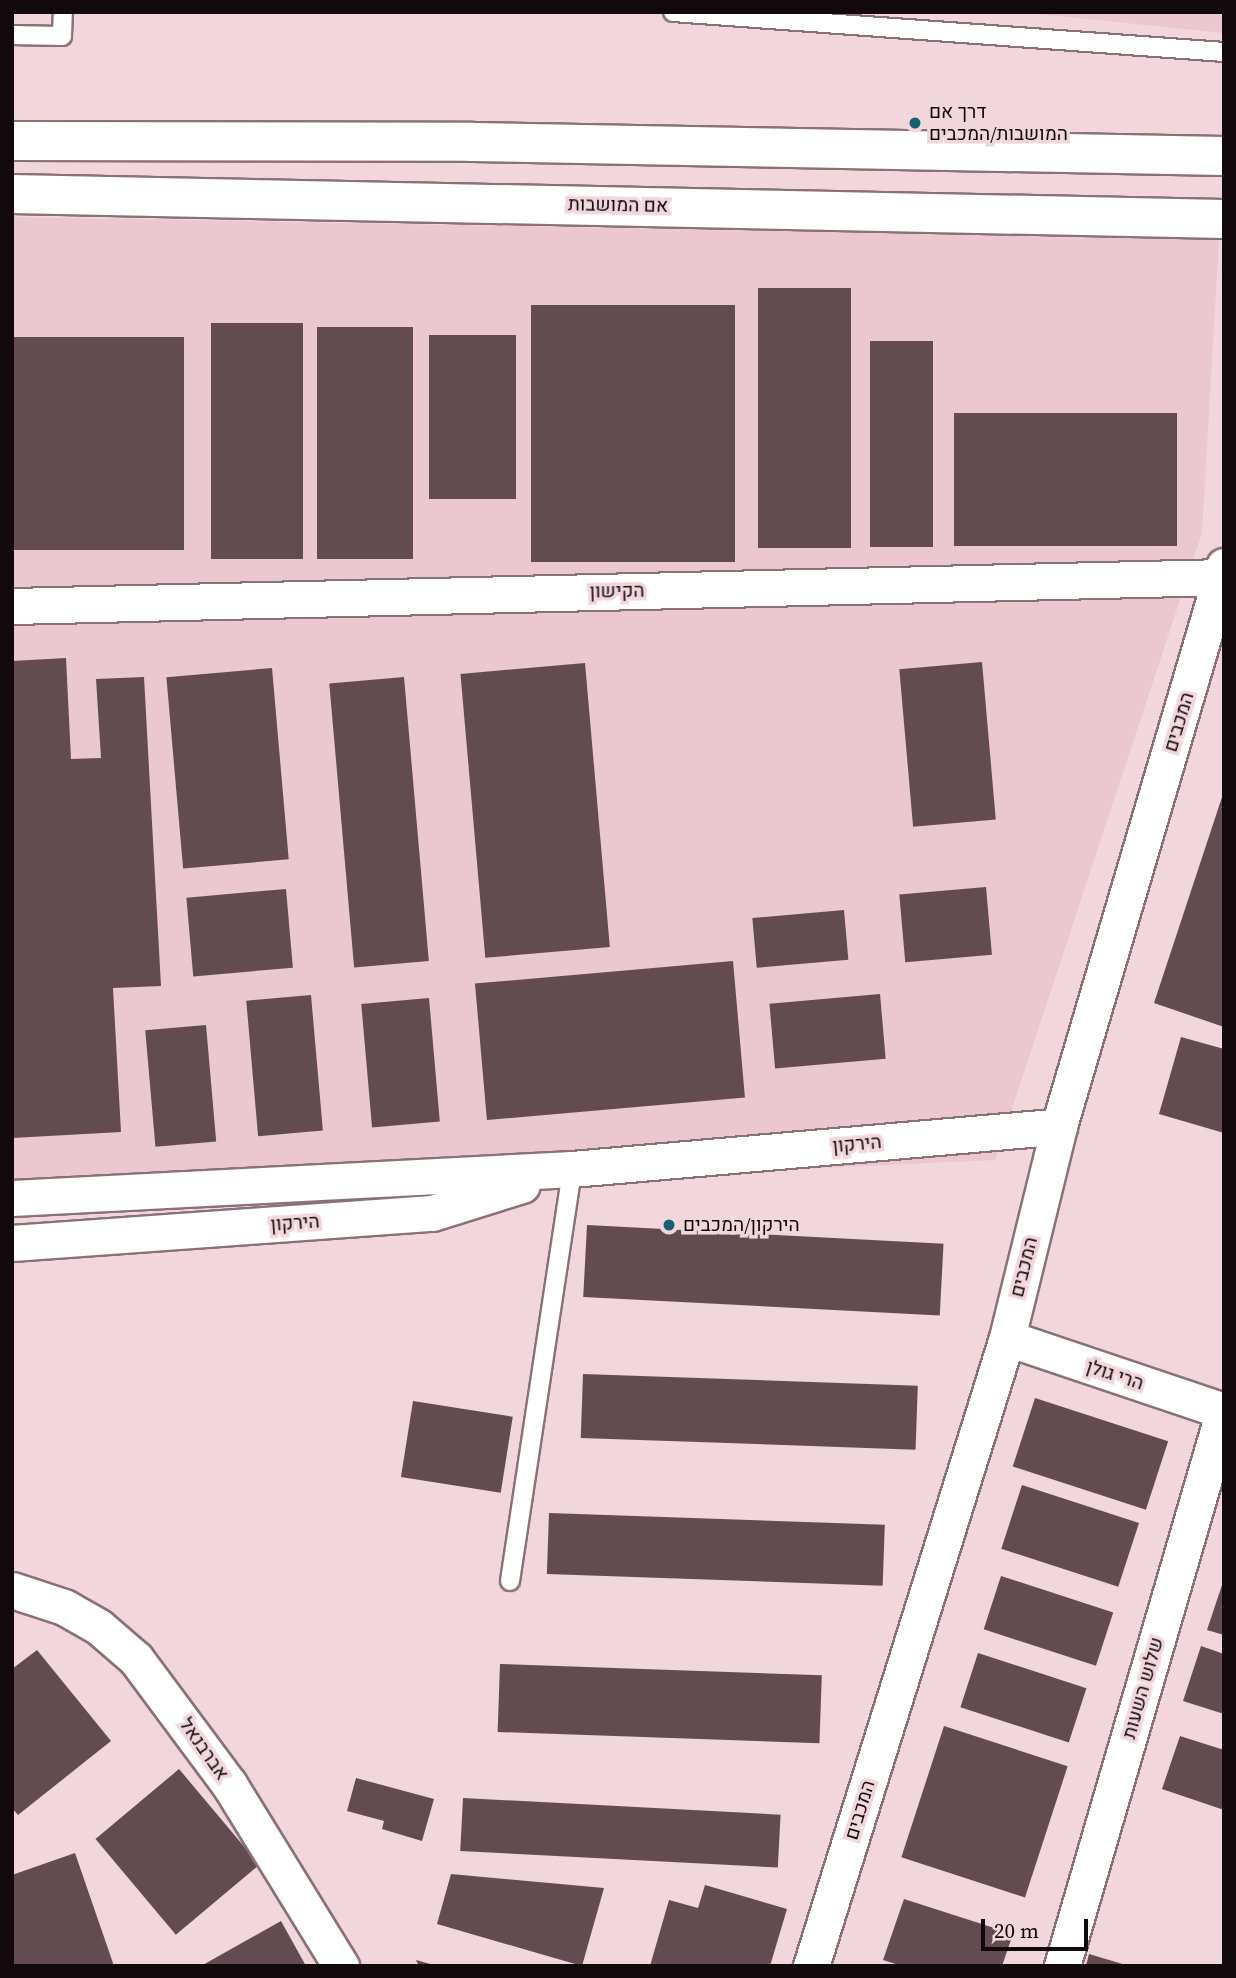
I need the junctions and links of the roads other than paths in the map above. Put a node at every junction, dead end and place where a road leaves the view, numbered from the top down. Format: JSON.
{"nodes":[{"id":1,"x":62,"y":12,"type":"edge"},
{"id":2,"x":673,"y":12,"type":"edge"},
{"id":3,"x":12,"y":35,"type":"edge"},
{"id":4,"x":1224,"y":52,"type":"edge"},
{"id":5,"x":12,"y":141,"type":"edge"},
{"id":6,"x":1224,"y":156,"type":"edge"},
{"id":7,"x":12,"y":194,"type":"edge"},
{"id":8,"x":1224,"y":219,"type":"edge"},
{"id":9,"x":1223,"y":571,"type":"edge"},
{"id":10,"x":12,"y":606,"type":"edge"},
{"id":11,"x":1059,"y":1126,"type":"junction"},
{"id":12,"x":572,"y":1170,"type":"junction"},
{"id":13,"x":12,"y":1198,"type":"edge"},
{"id":14,"x":12,"y":1243,"type":"edge"},
{"id":15,"x":1007,"y":1338,"type":"junction"},
{"id":16,"x":1224,"y":1410,"type":"edge"},
{"id":17,"x":510,"y":1581,"type":"dead end"},
{"id":18,"x":12,"y":1590,"type":"edge"},
{"id":19,"x":341,"y":1966,"type":"edge"},
{"id":20,"x":811,"y":1966,"type":"edge"},
{"id":21,"x":1062,"y":1966,"type":"edge"}],
"edges":[{"from":1,"to":3,"type":"lane"},
{"from":2,"to":4,"type":"lane"},
{"from":5,"to":6,"type":"main road"},
{"from":7,"to":8,"type":"main road","name":"אם המושבות"},
{"from":9,"to":10,"type":"street","name":"הקישון"},
{"from":9,"to":11,"type":"street","name":"המכבים"},
{"from":11,"to":12,"type":"street","name":"הירקון"},
{"from":11,"to":15,"type":"street","name":"המכבים"},
{"from":12,"to":13,"type":"street","name":"הירקון"},
{"from":12,"to":14,"type":"street","name":"הירקון"},
{"from":12,"to":17,"type":"lane"},
{"from":15,"to":16,"type":"street","name":"הרי גולן"},
{"from":15,"to":20,"type":"street","name":"המכבים"},
{"from":16,"to":21,"type":"street","name":"שלוש השעות"},
{"from":18,"to":19,"type":"street","name":"אברבנאל"}]}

___

| Work task |
Everything in the entries above should be printed again exactly, apart from the pictures.

| Finished exercise |
I need the junctions and links of the roads other than paths in the map above. Put a node at every junction, dead end and place where a road leaves the view, numbered from the top down. Format: JSON.
{"nodes":[{"id":1,"x":62,"y":12,"type":"edge"},
{"id":2,"x":673,"y":12,"type":"edge"},
{"id":3,"x":12,"y":35,"type":"edge"},
{"id":4,"x":1224,"y":52,"type":"edge"},
{"id":5,"x":12,"y":141,"type":"edge"},
{"id":6,"x":1224,"y":156,"type":"edge"},
{"id":7,"x":12,"y":194,"type":"edge"},
{"id":8,"x":1224,"y":219,"type":"edge"},
{"id":9,"x":1223,"y":571,"type":"edge"},
{"id":10,"x":12,"y":606,"type":"edge"},
{"id":11,"x":1059,"y":1126,"type":"junction"},
{"id":12,"x":572,"y":1170,"type":"junction"},
{"id":13,"x":12,"y":1198,"type":"edge"},
{"id":14,"x":12,"y":1243,"type":"edge"},
{"id":15,"x":1007,"y":1338,"type":"junction"},
{"id":16,"x":1224,"y":1410,"type":"edge"},
{"id":17,"x":510,"y":1581,"type":"dead end"},
{"id":18,"x":12,"y":1590,"type":"edge"},
{"id":19,"x":341,"y":1966,"type":"edge"},
{"id":20,"x":811,"y":1966,"type":"edge"},
{"id":21,"x":1062,"y":1966,"type":"edge"}],
"edges":[{"from":1,"to":3,"type":"lane"},
{"from":2,"to":4,"type":"lane"},
{"from":5,"to":6,"type":"main road"},
{"from":7,"to":8,"type":"main road","name":"אם המושבות"},
{"from":9,"to":10,"type":"street","name":"הקישון"},
{"from":9,"to":11,"type":"street","name":"המכבים"},
{"from":11,"to":12,"type":"street","name":"הירקון"},
{"from":11,"to":15,"type":"street","name":"המכבים"},
{"from":12,"to":13,"type":"street","name":"הירקון"},
{"from":12,"to":14,"type":"street","name":"הירקון"},
{"from":12,"to":17,"type":"lane"},
{"from":15,"to":16,"type":"street","name":"הרי גולן"},
{"from":15,"to":20,"type":"street","name":"המכבים"},
{"from":16,"to":21,"type":"street","name":"שלוש השעות"},
{"from":18,"to":19,"type":"street","name":"אברבנאל"}]}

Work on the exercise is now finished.